The Credit Agreement, which expires July 25, 2013, continues to provide for a $340 million secured
revolving credit facility, of which $20 million may be utilized by LGUK and $10 million may be
utilized by LGA. The Credit Agreement Amendment amends (i) the definition of Change in Control (as
defined therein) to ownership or control of in excess of 50% of the Companys equity securities
from its previous threshold of in excess of 20% and (ii) the definition of Change in Management (as
defined therein). In connection with the Amendment, the Company paid each consenting lender an
administrative fee equal to 0.08% of such lenders commitment under the Credit Agreement.
The summary of the Credit Agreement Amendment is qualified in its entirety by reference to the text
of the amendment, which is attached hereto as Exhibit 10.77 and incorporated herein by reference.

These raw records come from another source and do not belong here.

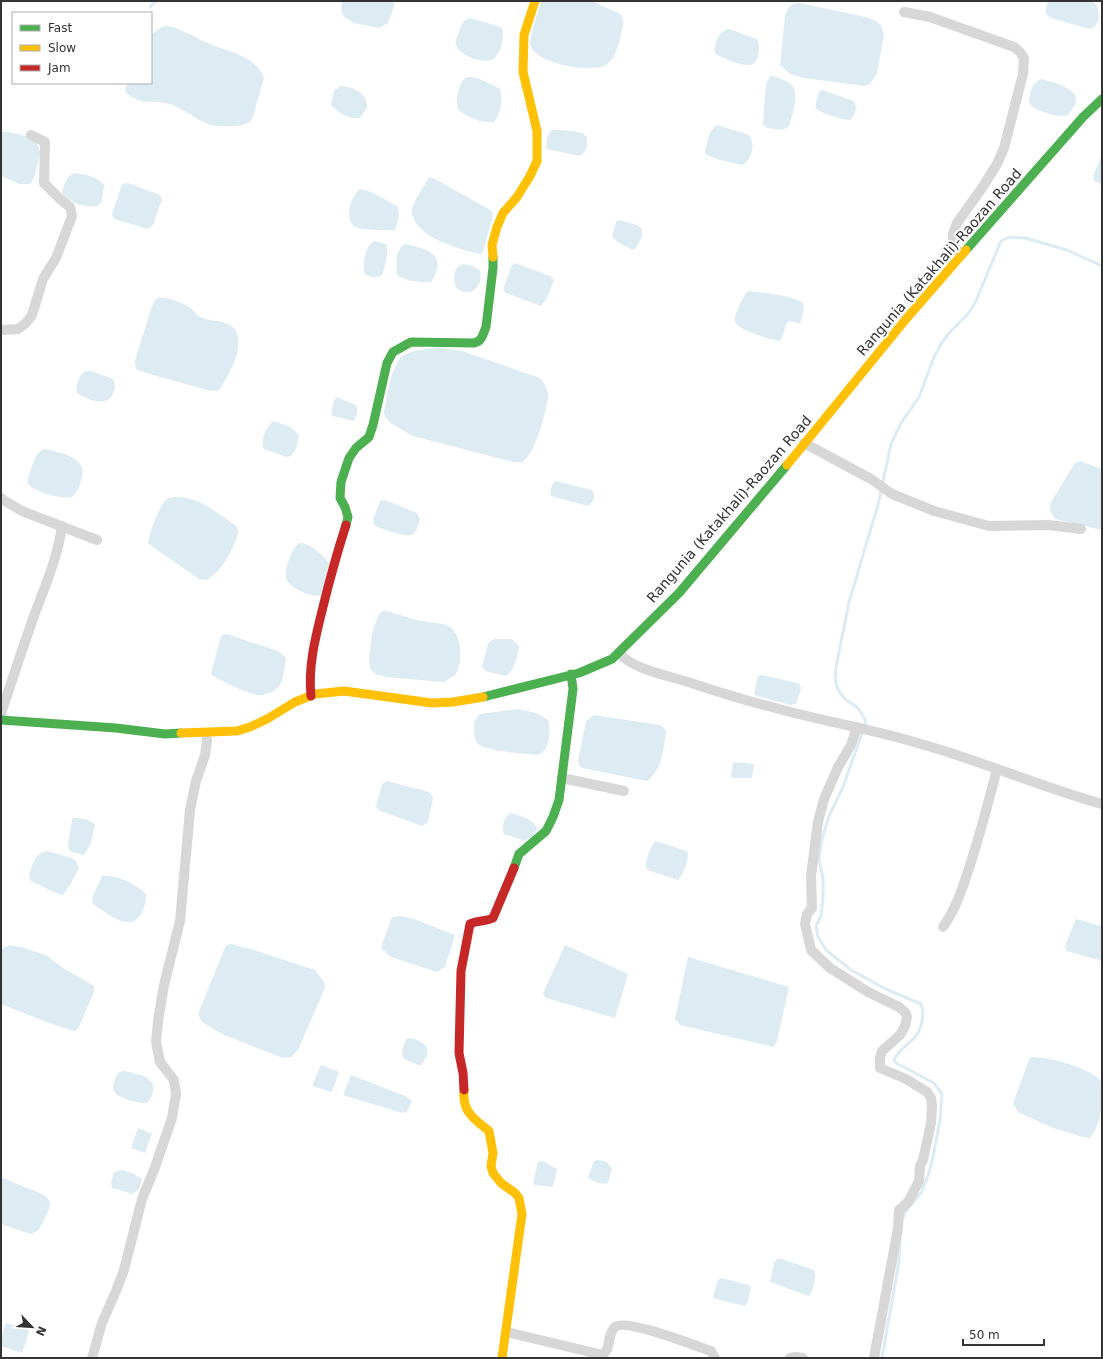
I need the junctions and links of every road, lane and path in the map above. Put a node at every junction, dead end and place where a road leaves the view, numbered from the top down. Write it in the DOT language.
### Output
graph roads {
  1 [pos="535,1"];
  2 [pos="904,12"];
  3 [pos="1102,99"];
  4 [pos="31,136"];
  5 [pos="962,255"];
  6 [pos="1,330"];
  7 [pos="804,443"];
  8 [pos="1,498"];
  9 [pos="62,526"];
  10 [pos="1080,529"];
  11 [pos="97,540"];
  12 [pos="619,653"];
  13 [pos="571,674"];
  14 [pos="311,696"];
  15 [pos="1,714"];
  16 [pos="1,720"];
  17 [pos="857,726"];
  18 [pos="206,733"];
  19 [pos="997,769"];
  20 [pos="562,778"];
  21 [pos="624,791"];
  22 [pos="1102,804"];
  23 [pos="943,927"];
  24 [pos="506,1332"];
  25 [pos="92,1358"];
  26 [pos="502,1358"];
  27 [pos="715,1358"];
  28 [pos="790,1358"];
  29 [pos="803,1358"];
  30 [pos="874,1358"];
  1 -- 14 [label="street"];
  2 -- 5 [label="street"];
  3 -- 5 [label="street, Rangunia (Katakhali)-Raozan Road"];
  4 -- 6 [label="street"];
  5 -- 7 [label="street, Rangunia (Katakhali)-Raozan Road"];
  7 -- 10 [label="street"];
  7 -- 12 [label="street, Rangunia (Katakhali)-Raozan Road"];
  8 -- 9 [label="street"];
  9 -- 11 [label="street"];
  9 -- 15 [label="street"];
  12 -- 13 [label="street, Rangunia (Katakhali)-Raozan Road"];
  12 -- 17 [label="street"];
  13 -- 14 [label="street, Rangunia (Katakhali)-Raozan Road"];
  13 -- 20 [label="street"];
  14 -- 18 [label="street, Rangunia (Katakhali)-Raozan Road"];
  16 -- 18 [label="street, Rangunia (Katakhali)-Raozan Road"];
  17 -- 19 [label="street"];
  17 -- 30 [label="street"];
  18 -- 25 [label="street"];
  19 -- 22 [label="street"];
  19 -- 23 [label="street"];
  20 -- 21 [label="street"];
  20 -- 24 [label="street"];
  24 -- 26 [label="street"];
  24 -- 27 [label="street"];
  28 -- 29 [label="street"];
}
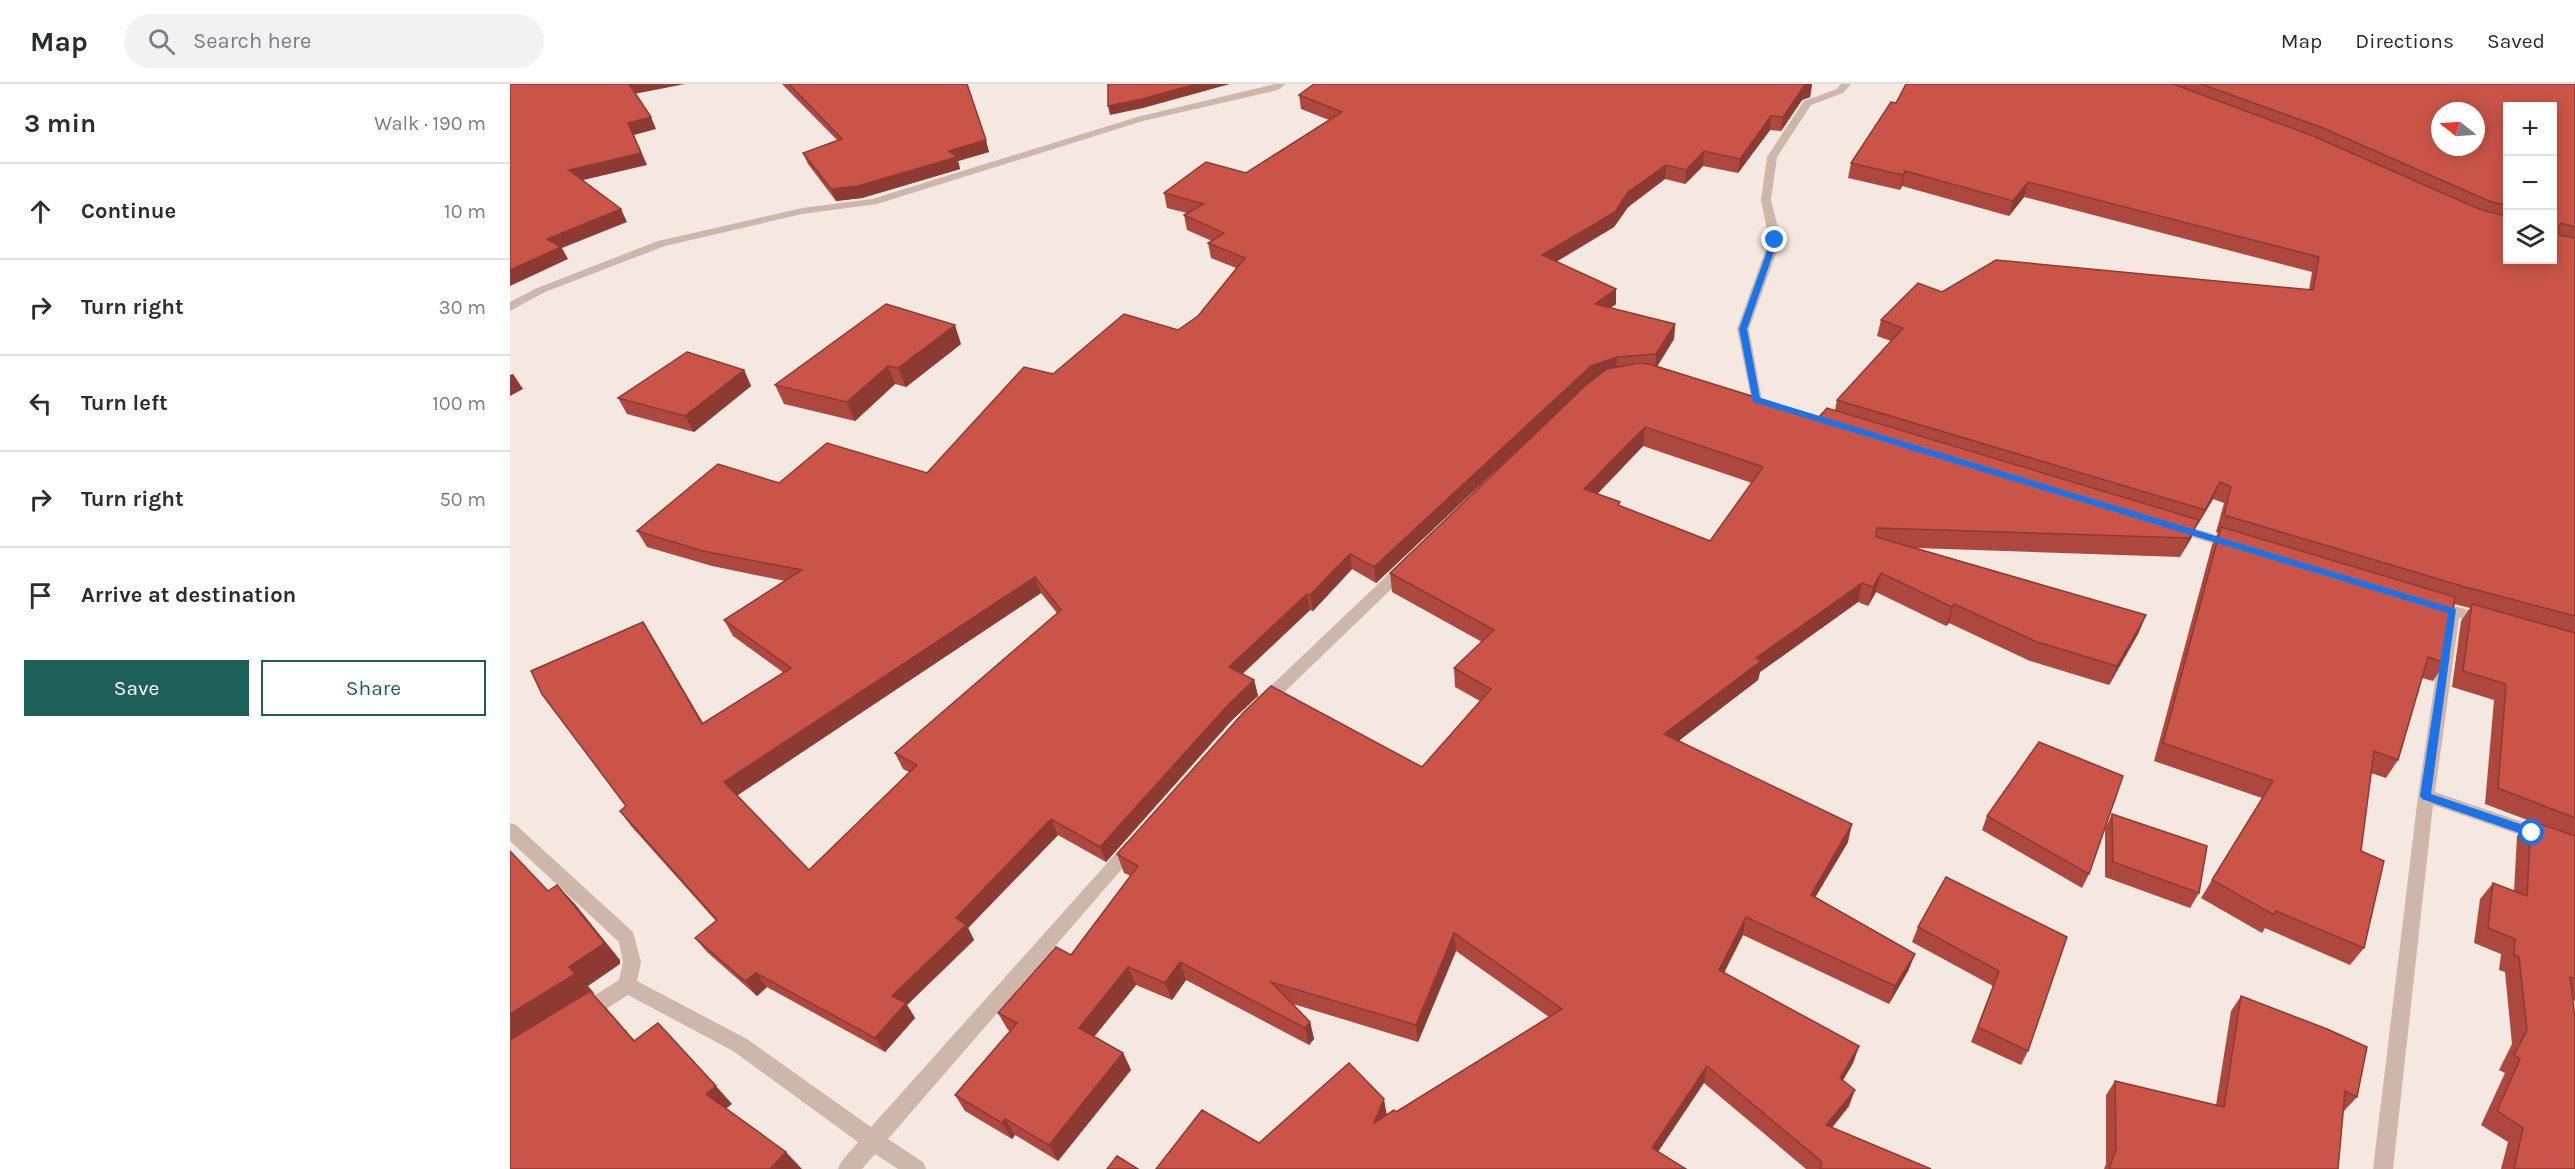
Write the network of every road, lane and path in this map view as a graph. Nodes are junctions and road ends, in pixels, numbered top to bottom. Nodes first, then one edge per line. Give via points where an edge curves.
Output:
1 (1281, 84) edge
2 (1846, 84) edge
3 (510, 307) edge
4 (1741, 395) edge
5 (2156, 521) edge
6 (2247, 549) edge
7 (1418, 554) edge
8 (2419, 601) edge
9 (2453, 611) junction
10 (2497, 623) edge
11 (1248, 718) edge
12 (2426, 796) junction
13 (510, 830) edge
14 (1146, 832) edge
15 (2575, 848) edge
16 (627, 985) junction
17 (568, 1022) edge
18 (872, 1140) junction
19 (848, 1169) edge
20 (916, 1169) edge
21 (2383, 1169) edge

1 - 3 street via 1140,119 873,202 802,211 662,243 541,290
2 - 4 street via 1807,103 1772,157 1766,200 1775,240 1743,329 1762,401
5 - 6 street
7 - 11 street
8 - 9 street
9 - 10 street
9 - 12 street
12 - 15 street
12 - 21 street
13 - 16 street via 627,938 632,962
14 - 18 street
16 - 17 street
16 - 18 street via 740,1045
18 - 19 street
18 - 20 street

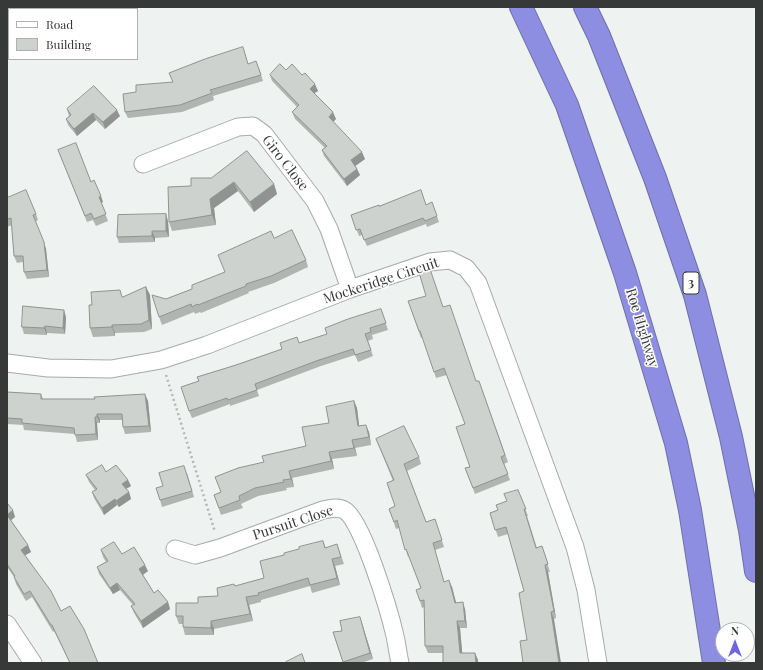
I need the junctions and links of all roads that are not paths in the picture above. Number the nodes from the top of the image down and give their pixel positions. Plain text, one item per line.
1 (521, 7) edge
2 (585, 7) edge
3 (142, 164) dead end
4 (350, 289) junction
5 (7, 364) edge
6 (176, 549) dead end
7 (756, 570) edge
8 (7, 624) edge
9 (33, 663) edge
10 (400, 663) edge
11 (598, 663) edge
12 (714, 663) edge

1 - 12 highway, Roe Highway
2 - 7 highway, 3
3 - 4 street, Giro Close
4 - 5 street, Mockeridge Circuit
4 - 11 street, Mockeridge Circuit
6 - 10 street, Pursuit Close
8 - 9 street

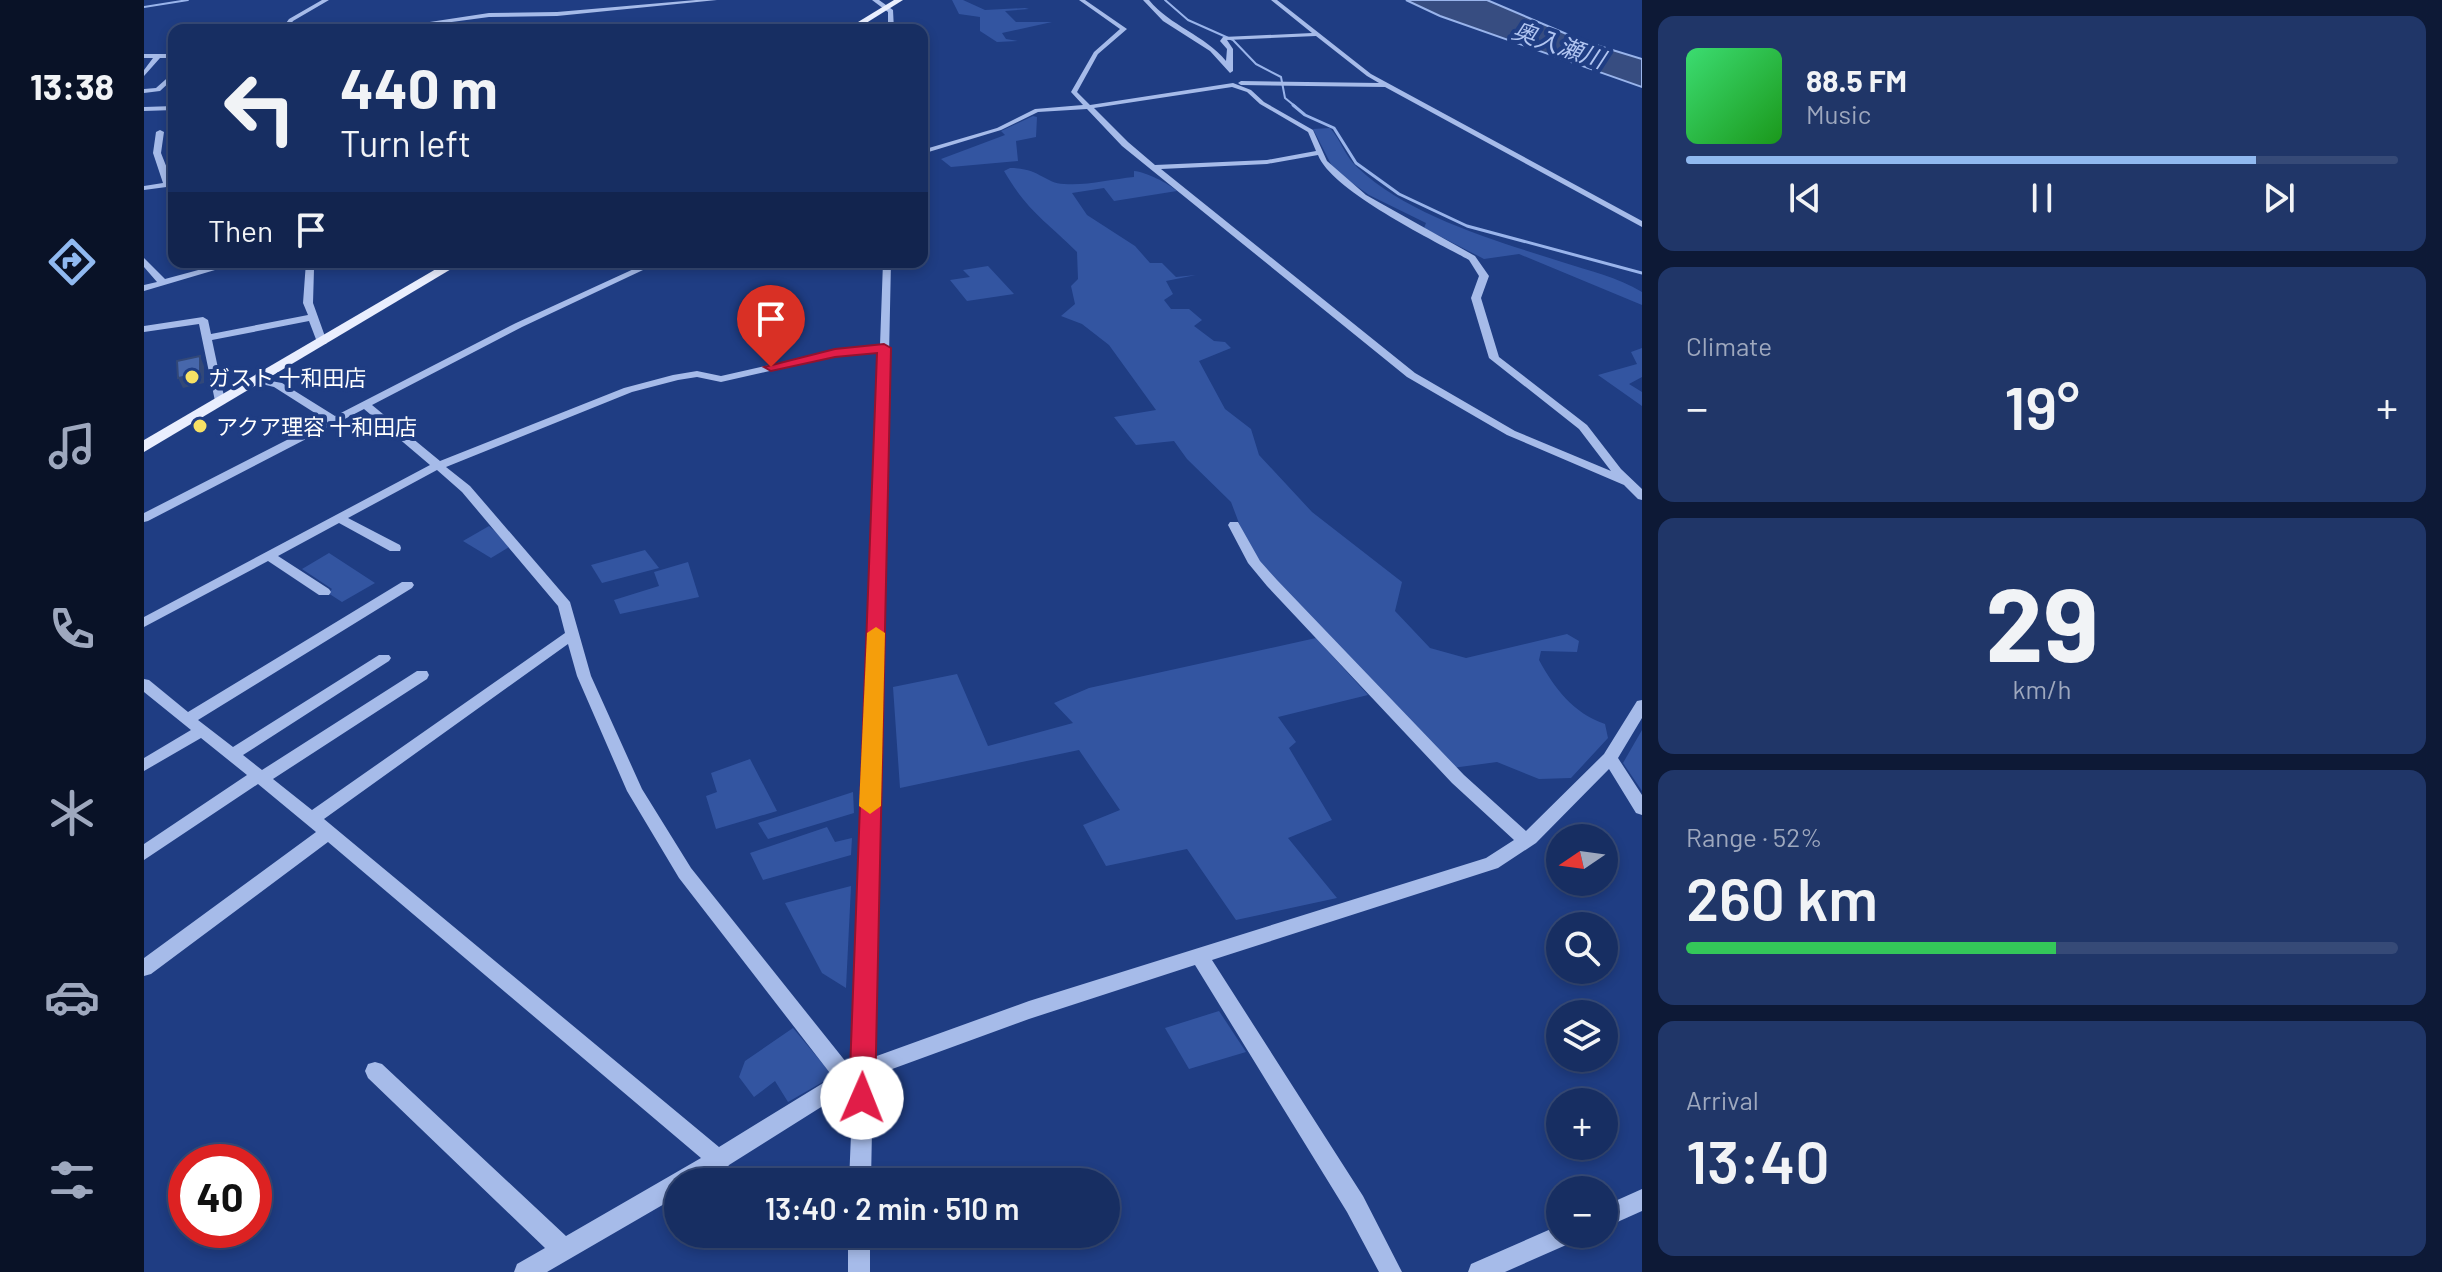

Additionally, on June 22, 2010, Lions Gate Mandate Financing Vehicle, Inc. (LGMFV ), a
wholly-owned subsidiary of the Company, entered into Amendment No. 2 (the Film Credit Facility
Amendment) to that certain Credit, Security, Guaranty and Pledge Agreement and related agreements
dated October 6, 2009 (together, the Film Credit Facility) with the borrowers, guarantors and
lenders referred to therein, JPMorgan Chase Bank, N.A. will as administrative agent, Union Bank,
N.A. as co-administrative agent, syndication agent and joint lead arranger, and Wells Fargo Bank,
National Association as documentation agent.
The Film Credit Facility, which expires April 6, 2013, continues to provide for total borrowings up
to $120 million and can be increased to $200 million if additional lenders or financial
institutions become a party to and provide a commitment under the facility. The Film Credit
Facility Amendment amends the definition of Change in Management (as defined therein).
The summary of the Film Credit Facility Amendment is qualified in its entirety by reference to the
text of the amendment, which is attached hereto as Exhibit 10.78 and incorporated herein by
reference.
Item 9.01 | Financial Statements and Exhibits. |
(d) Exhibits
Exhibit No. | Description | |||
10.77 | Amendment No.3 dated as of June 22, 2010 to the Second Amended
and Restated Credit, Security, Guaranty and Pledge Agreement
dated as of July 25, 2008 among Lions Gate Entertainment Inc.,
Lions Gate UK Limited and Lions Gate Australia Pty Limited, as
Borrowers, the guarantors and lenders referred to therein, JP
Morgan Chase Bank, N.A., as Administrative Agent and as
Issuing Bank and Wachovia Bank, N.A., as Syndication Agent. |
|||
10.78 | Amendment No.2 dated as of June 22, 2010 to the Credit,
Security, Guaranty and Pledge Agreement dated as of October 6,
2009, among Lions Gate Mandate Financing Vehicle Inc., the
guarantors and lenders referred to therein, JPMorgan Chase
Bank, N.A., as administrative agent and issuing bank, Union
Bank, N.A., as co-administrative agent, syndication agent and
joint lead arranger, and Wells Fargo Bank, National
Association as documentation agent. |
SIGNATURES
Pursuant to the requirements of the Securities Exchange Act of 1934, the Registrant has duly caused
this report to be signed on its behalf by the undersigned hereunto duly authorized.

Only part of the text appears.